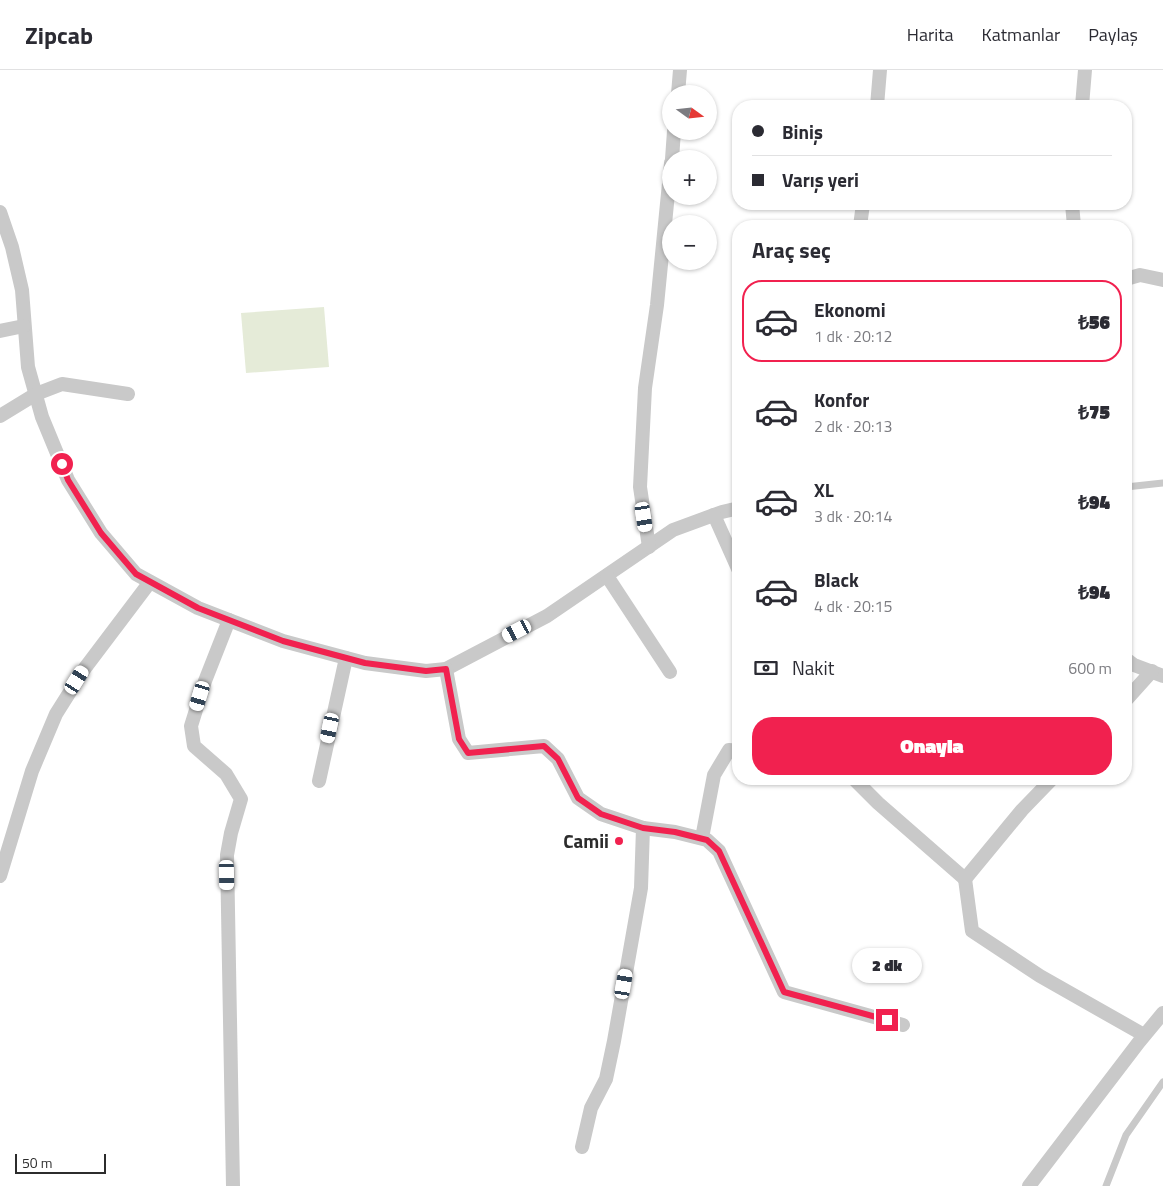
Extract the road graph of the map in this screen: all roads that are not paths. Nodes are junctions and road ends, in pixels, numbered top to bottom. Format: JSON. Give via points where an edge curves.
{"nodes":[{"id":1,"x":680,"y":70,"type":"edge"},
{"id":2,"x":880,"y":70,"type":"edge"},
{"id":3,"x":1085,"y":70,"type":"edge"},
{"id":4,"x":679,"y":85,"type":"edge"},
{"id":5,"x":878,"y":100,"type":"edge"},
{"id":6,"x":1082,"y":100,"type":"edge"},
{"id":7,"x":667,"y":205,"type":"edge"},
{"id":8,"x":0,"y":212,"type":"edge"},
{"id":9,"x":1132,"y":277,"type":"edge"},
{"id":10,"x":1163,"y":280,"type":"edge"},
{"id":11,"x":24,"y":326,"type":"junction"},
{"id":12,"x":0,"y":331,"type":"edge"},
{"id":13,"x":36,"y":394,"type":"junction"},
{"id":14,"x":128,"y":394,"type":"dead end"},
{"id":15,"x":0,"y":416,"type":"edge"},
{"id":16,"x":1163,"y":483,"type":"edge"},
{"id":17,"x":1132,"y":486,"type":"edge"},
{"id":18,"x":732,"y":510,"type":"edge"},
{"id":19,"x":714,"y":515,"type":"junction"},
{"id":20,"x":649,"y":546,"type":"junction"},
{"id":21,"x":732,"y":555,"type":"edge"},
{"id":22,"x":607,"y":576,"type":"junction"},
{"id":23,"x":150,"y":582,"type":"junction"},
{"id":24,"x":229,"y":620,"type":"junction"},
{"id":25,"x":346,"y":658,"type":"junction"},
{"id":26,"x":1132,"y":664,"type":"edge"},
{"id":27,"x":446,"y":669,"type":"junction"},
{"id":28,"x":670,"y":672,"type":"dead end"},
{"id":29,"x":1158,"y":674,"type":"edge"},
{"id":30,"x":1132,"y":695,"type":"edge"},
{"id":31,"x":732,"y":750,"type":"edge"},
{"id":32,"x":319,"y":781,"type":"dead end"},
{"id":33,"x":860,"y":785,"type":"edge"},
{"id":34,"x":1046,"y":785,"type":"edge"},
{"id":35,"x":643,"y":828,"type":"junction"},
{"id":36,"x":702,"y":838,"type":"junction"},
{"id":37,"x":0,"y":876,"type":"edge"},
{"id":38,"x":965,"y":879,"type":"junction"},
{"id":39,"x":1163,"y":1013,"type":"edge"},
{"id":40,"x":903,"y":1025,"type":"dead end"},
{"id":41,"x":1144,"y":1035,"type":"junction"},
{"id":42,"x":1163,"y":1082,"type":"edge"},
{"id":43,"x":582,"y":1147,"type":"dead end"},
{"id":44,"x":232,"y":1186,"type":"edge"},
{"id":45,"x":1029,"y":1186,"type":"edge"},
{"id":46,"x":1106,"y":1186,"type":"edge"}],
"edges":[{"from":1,"to":4,"type":"street"},
{"from":2,"to":5,"type":"street"},
{"from":3,"to":6,"type":"street"},
{"from":7,"to":20,"type":"street","via":[[645,388],[640,487]]},
{"from":8,"to":11,"type":"street","via":[[22,290]]},
{"from":9,"to":10,"type":"street","via":[[1140,275]]},
{"from":11,"to":12,"type":"street"},
{"from":11,"to":13,"type":"street","via":[[28,367]]},
{"from":13,"to":14,"type":"street","via":[[62,384]]},
{"from":13,"to":15,"type":"street"},
{"from":13,"to":23,"type":"street","via":[[68,480],[104,536],[136,574]]},
{"from":16,"to":17,"type":"lane"},
{"from":18,"to":19,"type":"street"},
{"from":19,"to":20,"type":"street","via":[[673,530]]},
{"from":19,"to":21,"type":"street"},
{"from":20,"to":22,"type":"street"},
{"from":22,"to":27,"type":"street","via":[[547,616]]},
{"from":22,"to":28,"type":"street"},
{"from":23,"to":24,"type":"street","via":[[198,608]]},
{"from":23,"to":37,"type":"street","via":[[85,668],[56,714],[32,771]]},
{"from":24,"to":25,"type":"street","via":[[283,641]]},
{"from":24,"to":44,"type":"street","via":[[191,726],[194,746],[226,774],[241,799],[227,855]]},
{"from":25,"to":27,"type":"street","via":[[426,671]]},
{"from":25,"to":32,"type":"street"},
{"from":26,"to":29,"type":"street"},
{"from":27,"to":35,"type":"street","via":[[459,739],[468,753],[544,746],[558,759],[578,798],[601,814]]},
{"from":29,"to":30,"type":"street"},
{"from":31,"to":36,"type":"street","via":[[714,775]]},
{"from":33,"to":38,"type":"street"},
{"from":34,"to":38,"type":"street"},
{"from":35,"to":36,"type":"street"},
{"from":35,"to":43,"type":"street","via":[[641,888],[614,1041],[606,1079],[591,1108]]},
{"from":36,"to":40,"type":"street","via":[[719,851],[784,992]]},
{"from":38,"to":41,"type":"street","via":[[972,932],[1040,976]]},
{"from":39,"to":41,"type":"street"},
{"from":41,"to":45,"type":"street"},
{"from":42,"to":46,"type":"lane","via":[[1126,1135]]}]}
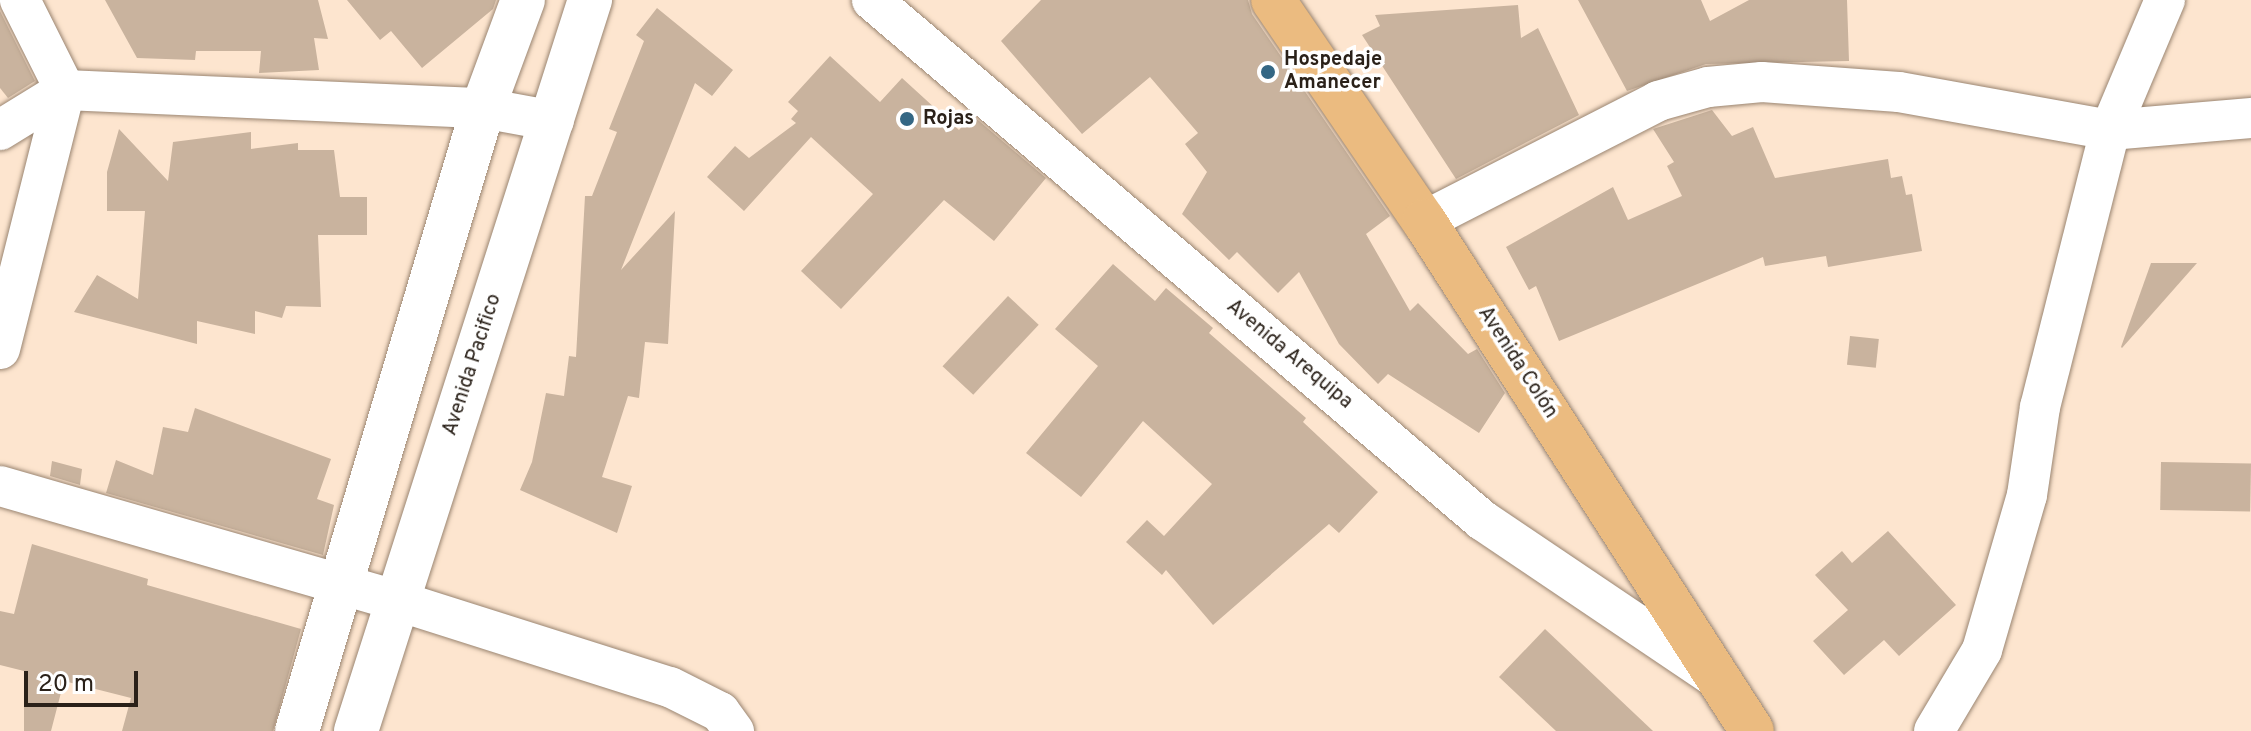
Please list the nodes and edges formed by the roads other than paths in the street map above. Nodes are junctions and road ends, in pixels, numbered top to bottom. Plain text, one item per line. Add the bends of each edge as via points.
1 (20, 0) edge
2 (523, 0) edge
3 (590, 0) edge
4 (872, 0) edge
5 (1273, 0) edge
6 (2165, 0) edge
7 (65, 90) junction
8 (483, 108) junction
9 (2251, 118) edge
10 (554, 121) junction
11 (0, 130) edge
12 (2110, 130) junction
13 (1424, 221) junction
14 (0, 349) edge
15 (0, 486) edge
16 (343, 585) junction
17 (395, 600) junction
18 (1725, 684) junction
19 (297, 731) edge
20 (356, 731) edge
21 (734, 731) edge
22 (1752, 731) edge
23 (1934, 731) edge

1 - 7 street
2 - 8 main road
3 - 10 main road, Avenida Pacifico
4 - 18 street, Avenida Arequipa via 1482,520
5 - 13 main road, Avenida Colón
6 - 12 street
7 - 8 street
7 - 11 street
7 - 14 street
8 - 10 street
8 - 16 main road
9 - 12 street
10 - 17 main road, Avenida Pacifico
12 - 13 street via 1899,92 1762,82 1708,87 1658,101
12 - 23 street via 2040,407 2027,495 1986,636
13 - 18 main road, Avenida Colón
15 - 16 street
16 - 17 street
16 - 19 main road
17 - 20 main road, Avenida Pacifico
17 - 21 street via 670,687 720,712
18 - 22 main road, Avenida Colón

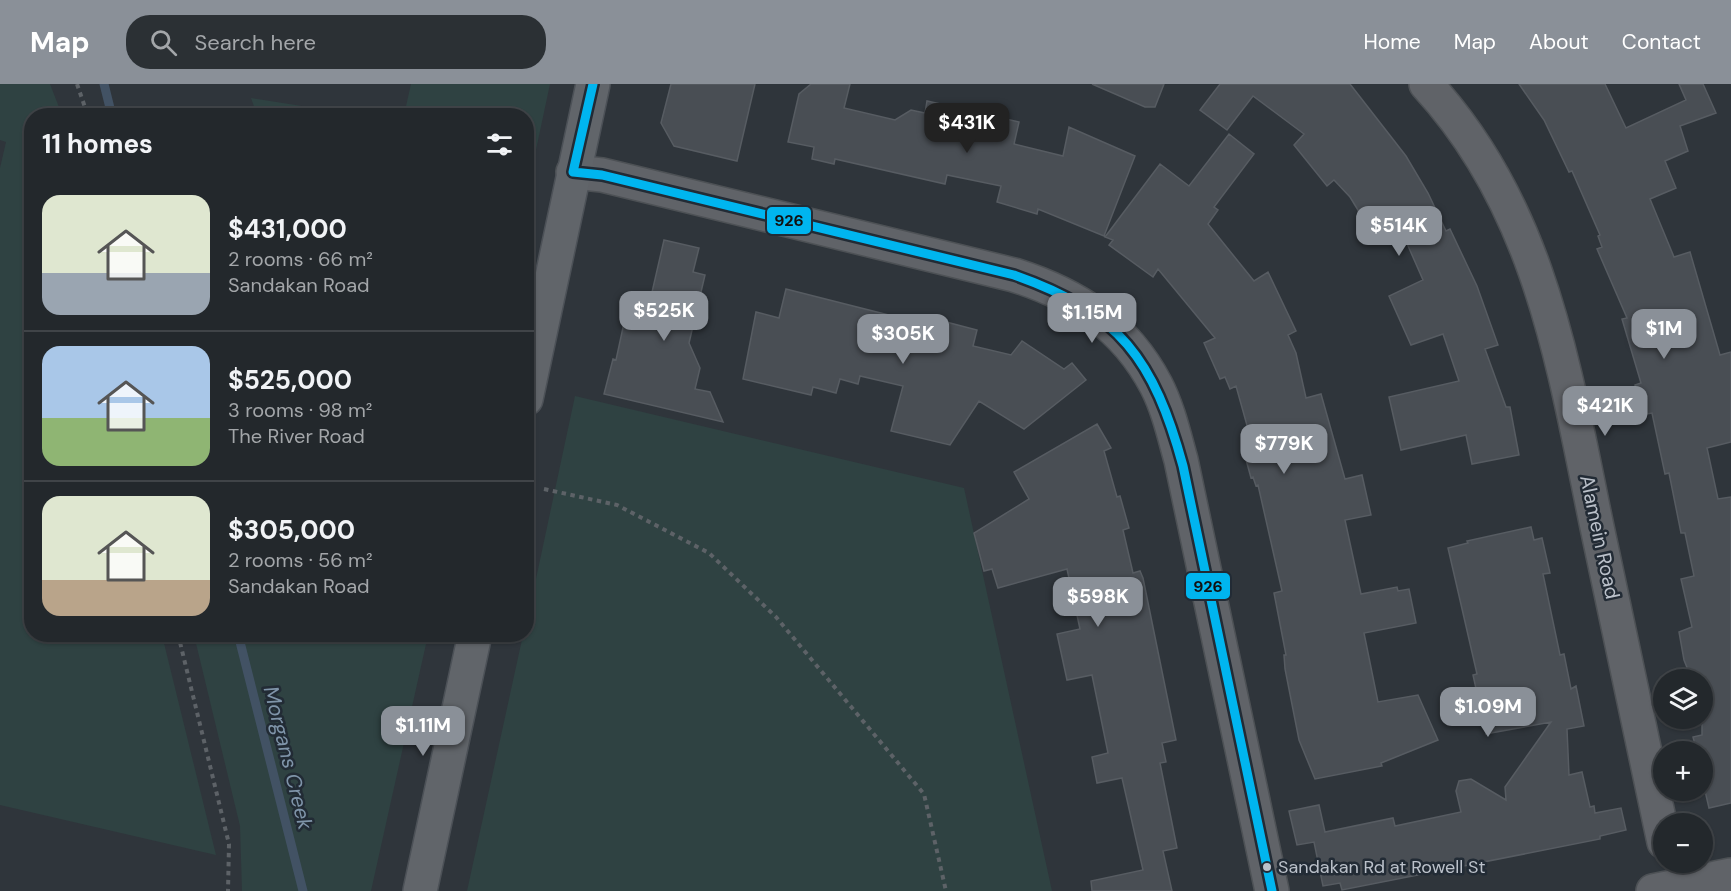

══════════════════════════════

Search the data above for the word "ends". Copy each line it is in.

Extract the road graph of the map in this screen: all roads that are not paths. Nodes are junctions and road ends, in pixels, numbered top to bottom. Format: JSON. Give via points where an edge curves.
Please list the nodes and edges formed by the roads other than paths in the street map above. Nodes are junctions and road ends, in pixels, numbered top to bottom. Plain text, one item per line. Add the bends of each edge as via points.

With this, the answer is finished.